The new head of the Bank for International Settlements (BIS) emphasizes the importance of regulating hedge fund leverage in government bond markets. With public debt continuing to rise, this issue has become increasingly pressing. Pablo Hernández de Cos, who assumed his role in July, highlighted the financial stability risks posed by non-bank financial institutions (NBFIs), particularly hedge funds.

BIS Focus on Hedge Fund Leverage Risks in Government Bond Markets

During a recent speech at the London School of Economics, de Cos discussed the dangers associated with the growing influence of hedge funds in bond markets. These entities have utilized leveraged “relative value” trading strategies, exploiting small price differences between bonds and their futures. The surge in these trading practices follows a significant disruption in 2021, when margin calls on U.S. Treasury future trades triggered volatility within the market.

Key Statistics on Hedge Fund Repos

  • 70% of U.S. dollar bilateral repos from hedge funds are issued at zero haircut.
  • 50% of euro bilateral repos also lack haircut constraints.

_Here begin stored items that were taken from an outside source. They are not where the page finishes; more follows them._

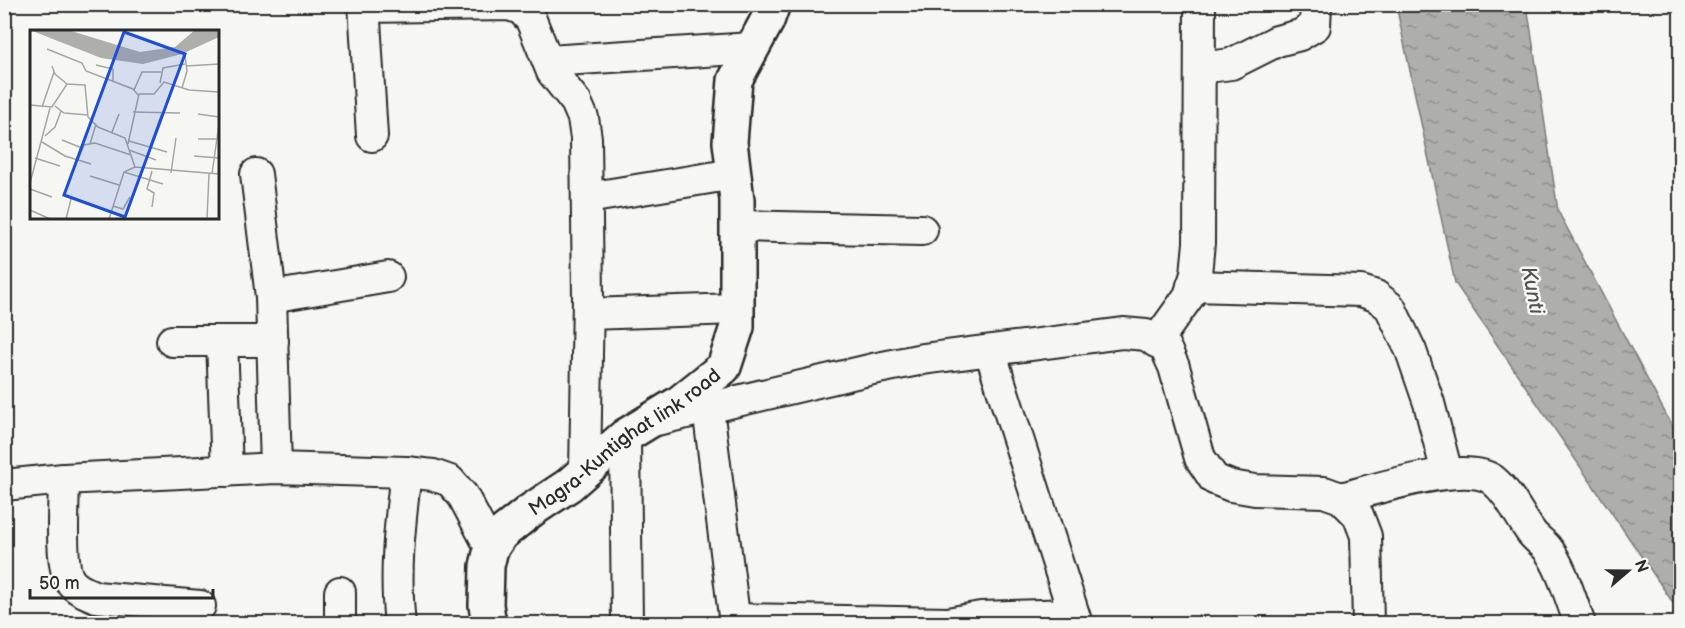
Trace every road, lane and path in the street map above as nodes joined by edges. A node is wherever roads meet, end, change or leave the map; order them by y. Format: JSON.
{"nodes":[{"id":1,"x":773,"y":4,"type":"edge"},
{"id":2,"x":1200,"y":4,"type":"edge"},
{"id":3,"x":1316,"y":4,"type":"edge"},
{"id":4,"x":490,"y":5,"type":"edge"},
{"id":5,"x":364,"y":6,"type":"edge"},
{"id":6,"x":752,"y":48,"type":"junction"},
{"id":7,"x":548,"y":61,"type":"junction"},
{"id":8,"x":1200,"y":68,"type":"junction"},
{"id":9,"x":372,"y":136,"type":"dead end"},
{"id":10,"x":256,"y":174,"type":"dead end"},
{"id":11,"x":734,"y":174,"type":"junction"},
{"id":12,"x":587,"y":198,"type":"junction"},
{"id":13,"x":737,"y":226,"type":"junction"},
{"id":14,"x":922,"y":230,"type":"dead end"},
{"id":15,"x":388,"y":277,"type":"dead end"},
{"id":16,"x":1192,"y":286,"type":"junction"},
{"id":17,"x":272,"y":297,"type":"junction"},
{"id":18,"x":737,"y":309,"type":"junction"},
{"id":19,"x":588,"y":314,"type":"junction"},
{"id":20,"x":172,"y":341,"type":"dead end"},
{"id":21,"x":222,"y":341,"type":"junction"},
{"id":22,"x":273,"y":341,"type":"junction"},
{"id":23,"x":1156,"y":342,"type":"junction"},
{"id":24,"x":990,"y":351,"type":"junction"},
{"id":25,"x":708,"y":408,"type":"junction"},
{"id":26,"x":637,"y":429,"type":"junction"},
{"id":27,"x":276,"y":468,"type":"junction"},
{"id":28,"x":227,"y":471,"type":"junction"},
{"id":29,"x":585,"y":471,"type":"junction"},
{"id":30,"x":406,"y":472,"type":"junction"},
{"id":31,"x":1447,"y":473,"type":"junction"},
{"id":32,"x":64,"y":479,"type":"junction"},
{"id":33,"x":4,"y":485,"type":"edge"},
{"id":34,"x":1341,"y":498,"type":"junction"},
{"id":35,"x":491,"y":549,"type":"junction"},
{"id":36,"x":340,"y":592,"type":"dead end"},
{"id":37,"x":200,"y":606,"type":"dead end"},
{"id":38,"x":1075,"y":619,"type":"edge"},
{"id":39,"x":735,"y":621,"type":"edge"},
{"id":40,"x":340,"y":624,"type":"edge"},
{"id":41,"x":400,"y":624,"type":"edge"},
{"id":42,"x":489,"y":624,"type":"edge"},
{"id":43,"x":627,"y":624,"type":"edge"},
{"id":44,"x":1368,"y":624,"type":"edge"},
{"id":45,"x":1580,"y":624,"type":"edge"}],
"edges":[{"from":1,"to":6,"type":"street","name":"Magra-Kuntighat link road"},
{"from":2,"to":8,"type":"street"},
{"from":3,"to":8,"type":"street"},
{"from":4,"to":5,"type":"street"},
{"from":4,"to":7,"type":"street"},
{"from":5,"to":9,"type":"street"},
{"from":6,"to":7,"type":"street"},
{"from":6,"to":11,"type":"street","name":"Magra-Kuntighat link road"},
{"from":7,"to":12,"type":"street"},
{"from":8,"to":16,"type":"street"},
{"from":10,"to":17,"type":"street"},
{"from":11,"to":12,"type":"street"},
{"from":11,"to":13,"type":"street","name":"Magra-Kuntighat link road"},
{"from":12,"to":19,"type":"street"},
{"from":13,"to":14,"type":"street"},
{"from":13,"to":18,"type":"street","name":"Magra-Kuntighat link road"},
{"from":15,"to":17,"type":"street"},
{"from":16,"to":23,"type":"street"},
{"from":16,"to":31,"type":"street"},
{"from":17,"to":22,"type":"street"},
{"from":18,"to":19,"type":"street"},
{"from":18,"to":26,"type":"street","name":"Magra-Kuntighat link road"},
{"from":19,"to":29,"type":"street"},
{"from":20,"to":21,"type":"street"},
{"from":21,"to":22,"type":"street"},
{"from":21,"to":28,"type":"street"},
{"from":22,"to":27,"type":"street"},
{"from":23,"to":24,"type":"street"},
{"from":23,"to":34,"type":"street"},
{"from":24,"to":25,"type":"street"},
{"from":24,"to":38,"type":"street"},
{"from":25,"to":26,"type":"street"},
{"from":25,"to":39,"type":"street"},
{"from":26,"to":29,"type":"street","name":"Magra-Kuntighat link road"},
{"from":26,"to":43,"type":"street"},
{"from":27,"to":28,"type":"street"},
{"from":27,"to":30,"type":"street"},
{"from":28,"to":32,"type":"street"},
{"from":29,"to":35,"type":"street","name":"Magra-Kuntighat link road"},
{"from":30,"to":35,"type":"street"},
{"from":30,"to":41,"type":"street"},
{"from":31,"to":34,"type":"street"},
{"from":31,"to":45,"type":"street"},
{"from":32,"to":33,"type":"street"},
{"from":32,"to":37,"type":"street"},
{"from":34,"to":44,"type":"street"},
{"from":35,"to":42,"type":"street"},
{"from":36,"to":40,"type":"street"},
{"from":38,"to":39,"type":"street"}]}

These figures indicate a concerning trend, where creditors are not imposing limits on the leverage utilized by hedge funds in government bonds. De Cos stated that the combination of high public debt and the expanding role of NBFIs requires immediate action from policymakers.

The Need for Policy Changes

De Cos advocates for a careful selection of tools to manage NBFI leverage effectively. He identified two critical measures for consideration:

  • Implementation of greater central clearing to ensure equal treatment among participants in the government bond market.
  • Introduction of minimum haircuts on bonds used as collateral by hedge funds to curtail excessive leverage.

He underscored that these measures must be targeted, as the growing burden of public debt introduces new financial stability challenges. The BIS head also pointed out that central bank swap lines are essential for maintaining global financial stability during periods of stress.

Monetary Policy and Debt Sustainability

Monitoring inflation is vital to support debt sustainability and minimize risk premiums. Additionally, de Cos stressed that the need for credible monetary policy and central bank independence has intensified, particularly amid deteriorating sovereign credit ratings.

As policymakers engage with these issues, the focus on hedge fund leverage in government bond markets remains critical. It highlights the broader implications of rising public debt and the role of non-bank entities in financial stability.